Gordon Ramsay and his wife experienced problems...if I'm right? 
He'd be ideal wouldn't he...he could give us nutrition advice and also highlight a man's point of view, as they sometimes get left behind in all of this don't they.
He'd not be short on vocals would he 
Just a thought....
wonder how we could contact him... <stands behind Fidget..> 
Lotsa love
Gayn
XX


----------



## Fidget (Jan 27, 2005)

hey dont you be hiding behind me missus.......... unless we contact Clive Owen    I like Gordon dont get me wrong but the man just isnt my type


----------



## Mrs Chaos (Feb 12, 2004)

Fidget said:


> hey dont you be hiding behind me missus.......... unless we contact Clive Owen   I like Gordon dont get me wrong but the man just isnt my type


You can talk to Clive then...I'll talk to Gordon  think he is lovely! and he can cook...wahey! 
Worth thinking about though isn't it... IF needs its profile raising...
Am off to do some searching 
ttfn
Gayn
X


----------



## Fidget (Jan 27, 2005)

Hmmmm............. wonders if Gayn found Gordon in her search


----------



## Bratt (Sep 21, 2005)

Good plans Fidgy Hun, mmmmmmmmmmmmmmmmm...................................Clive Owen...........dress him up as King Arthur and send him over here!!!


----------



## Mrs Chaos (Feb 12, 2004)

Fidget said:


> Hmmmm............. wonders if Gayn found Gordon in her search


Nah...only his restaurant links  and some charity work he's involved in.
Can feel an email coming on to This Morning or Richard & Judy 

One can but try...


----------



## Bratt (Sep 21, 2005)

OOOOh........look wot I found........


----------



## Fidget (Jan 27, 2005)

Lol yummy


----------



## Mrs Chaos (Feb 12, 2004)

bratt said:


> OOOOh........look wot I found........


<swoon>


----------



## Mackie (May 18, 2005)

Girls, Gordon or Clive or both would just be fantastic (swoon.............)

There's also Vic Reeves and Danny Murphy (footballer - nice legs) the have had IVF with their respective wives ............................ but they're not Clive or Gordon


----------



## Fidget (Jan 27, 2005)

hmmmmmmmmm seems the official website for the film is a little mad........ have the film coming out in December......... but actually its out today... I am going to see yummy Clive tonight <swoon>


----------



## Caz (Jul 21, 2002)

Mackie said:


> Girls, Gordon or Clive or both would just be fantastic (swoon.............)
> 
> There's also Vic Reeves and Danny Murphy (footballer - nice legs) the have had IVF with their respective wives ............................ but they're not Clive or Gordon


Ah but Vic Reeves is a funny guy and that's important too.

I loev the fact that more celebs are coming clean about having infertility treatment.
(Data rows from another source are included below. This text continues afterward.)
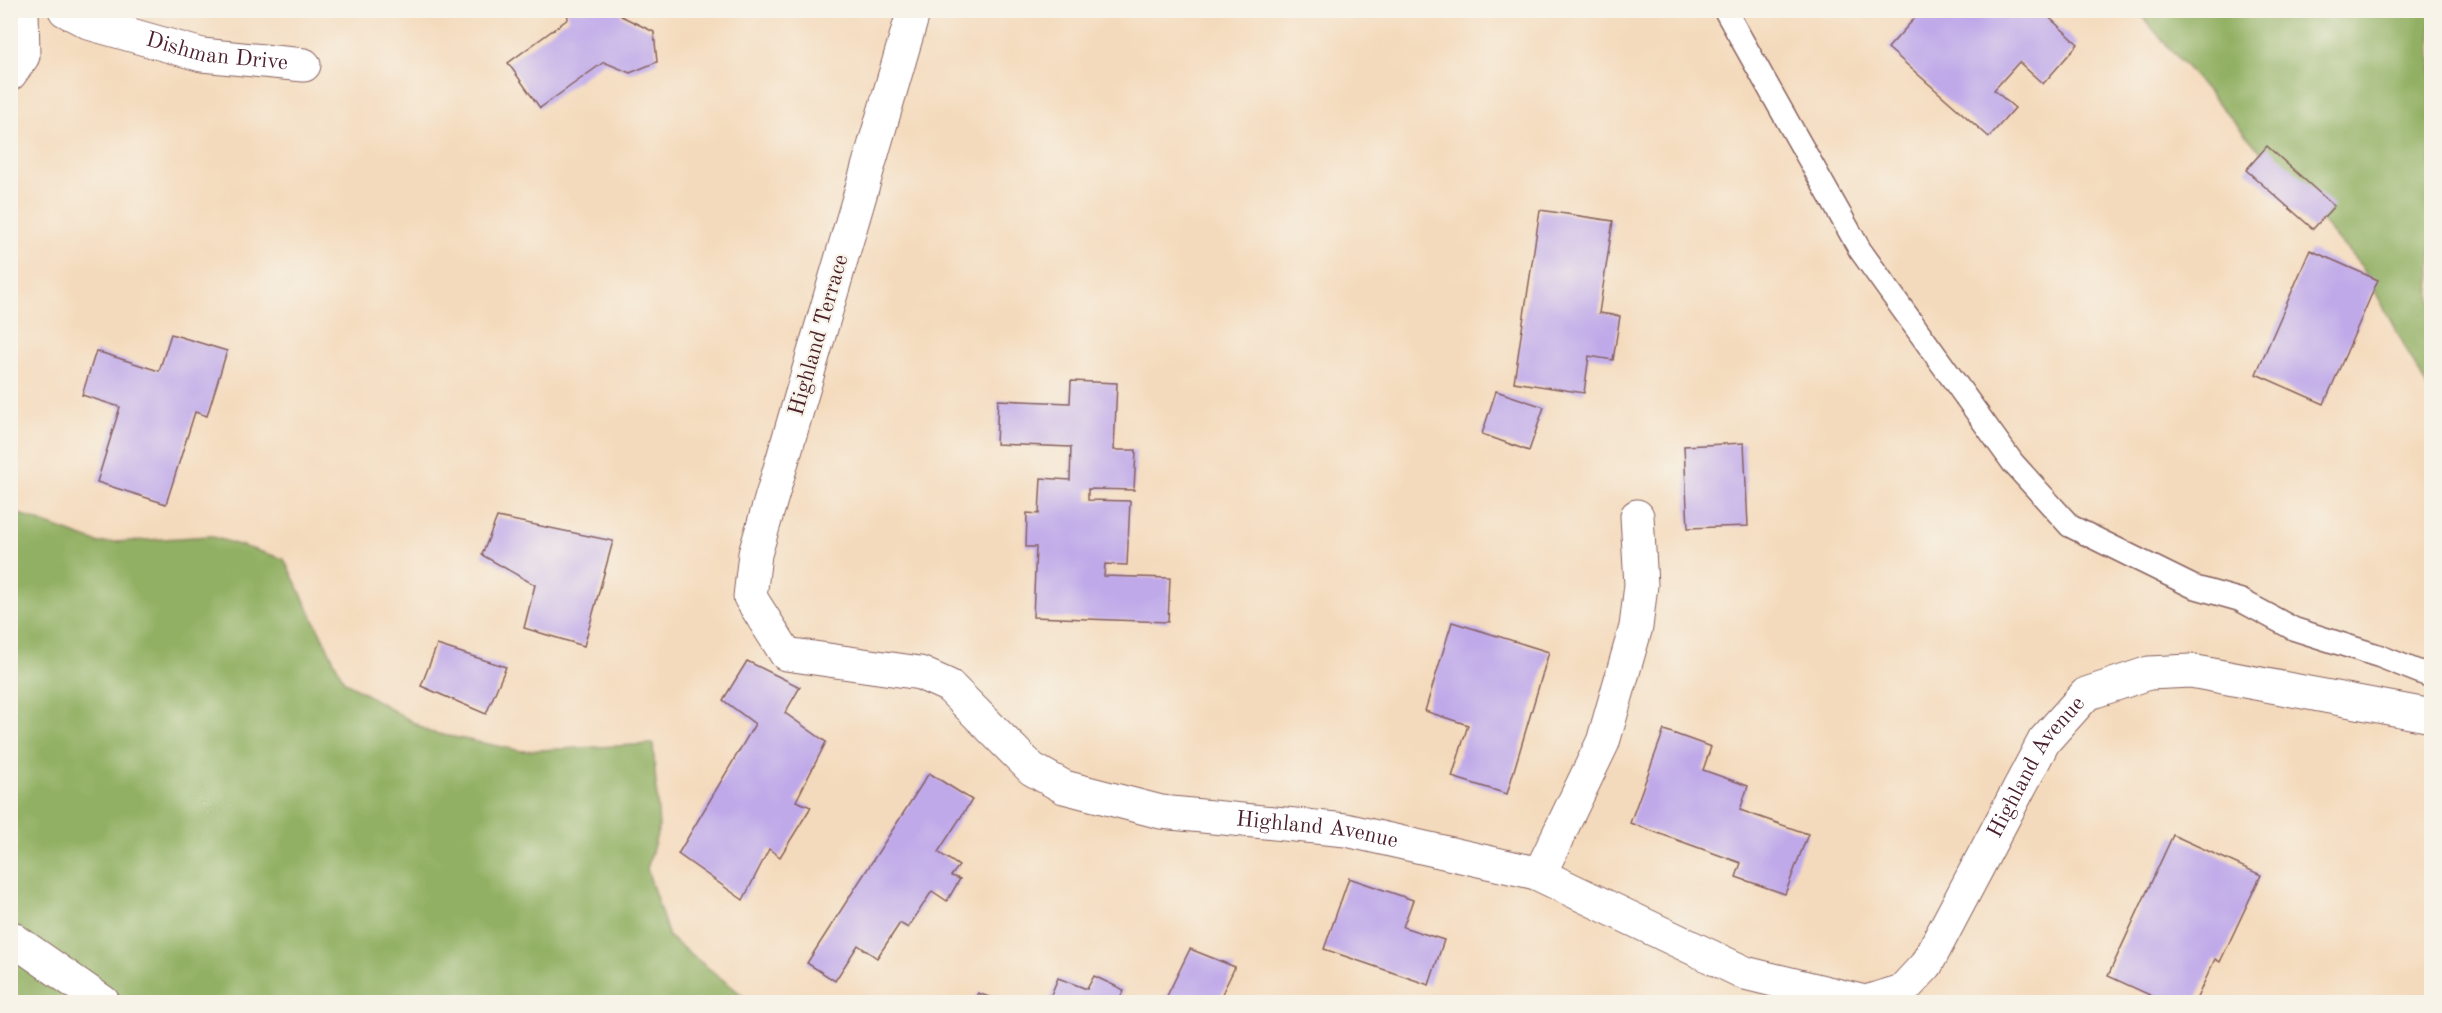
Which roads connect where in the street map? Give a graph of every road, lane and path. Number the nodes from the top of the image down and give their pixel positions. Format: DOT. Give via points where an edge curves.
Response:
graph roads {
  1 [pos="22,10"];
  2 [pos="64,10"];
  3 [pos="914,10"];
  4 [pos="1725,10"];
  5 [pos="304,65"];
  6 [pos="10,74"];
  7 [pos="1637,516"];
  8 [pos="786,654"];
  9 [pos="2432,677"];
  10 [pos="2432,716"];
  11 [pos="1536,873"];
  12 [pos="10,937"];
  13 [pos="103,1002"];
  14 [pos="1866,1002"];
  1 -- 6 [label="street" via="23,56"];
  2 -- 5 [label="street, Dishman Drive" via="92,24 202,55"];
  3 -- 8 [label="street, Highland Terrace" via="755,554 750,597"];
  4 -- 9 [label="lane" via="1860,249 2013,463 2070,526 2194,587 2240,600 2294,629"];
  7 -- 11 [label="street" via="1641,585 1636,627 1603,742 1544,864"];
  8 -- 11 [label="street, Highland Avenue" via="920,673 949,686 1032,769 1064,787 1161,812 1346,830"];
  10 -- 14 [label="street, Highland Avenue" via="2190,671 2149,674 2086,694 2044,741 1926,965 1902,991"];
  11 -- 14 [label="street, Highland Avenue" via="1745,973"];
  12 -- 13 [label="street"];
}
You wouldn't have had that years ago and it's reassuring that the stigma might just be dying off.

I am lokoing forward to this film anyway because it looks pretty good.


----------



## Mrs Chaos (Feb 12, 2004)

Mackie said:


> Girls, Gordon or Clive or both would just be fantastic (swoon.............)
> 
> There's also Vic Reeves and Danny Murphy (footballer - nice legs) the have had IVF with their respective wives ............................ but they're not Clive or Gordon


NOT at ALL like Gordie      <dreams> 
or Clive      <dreams>


----------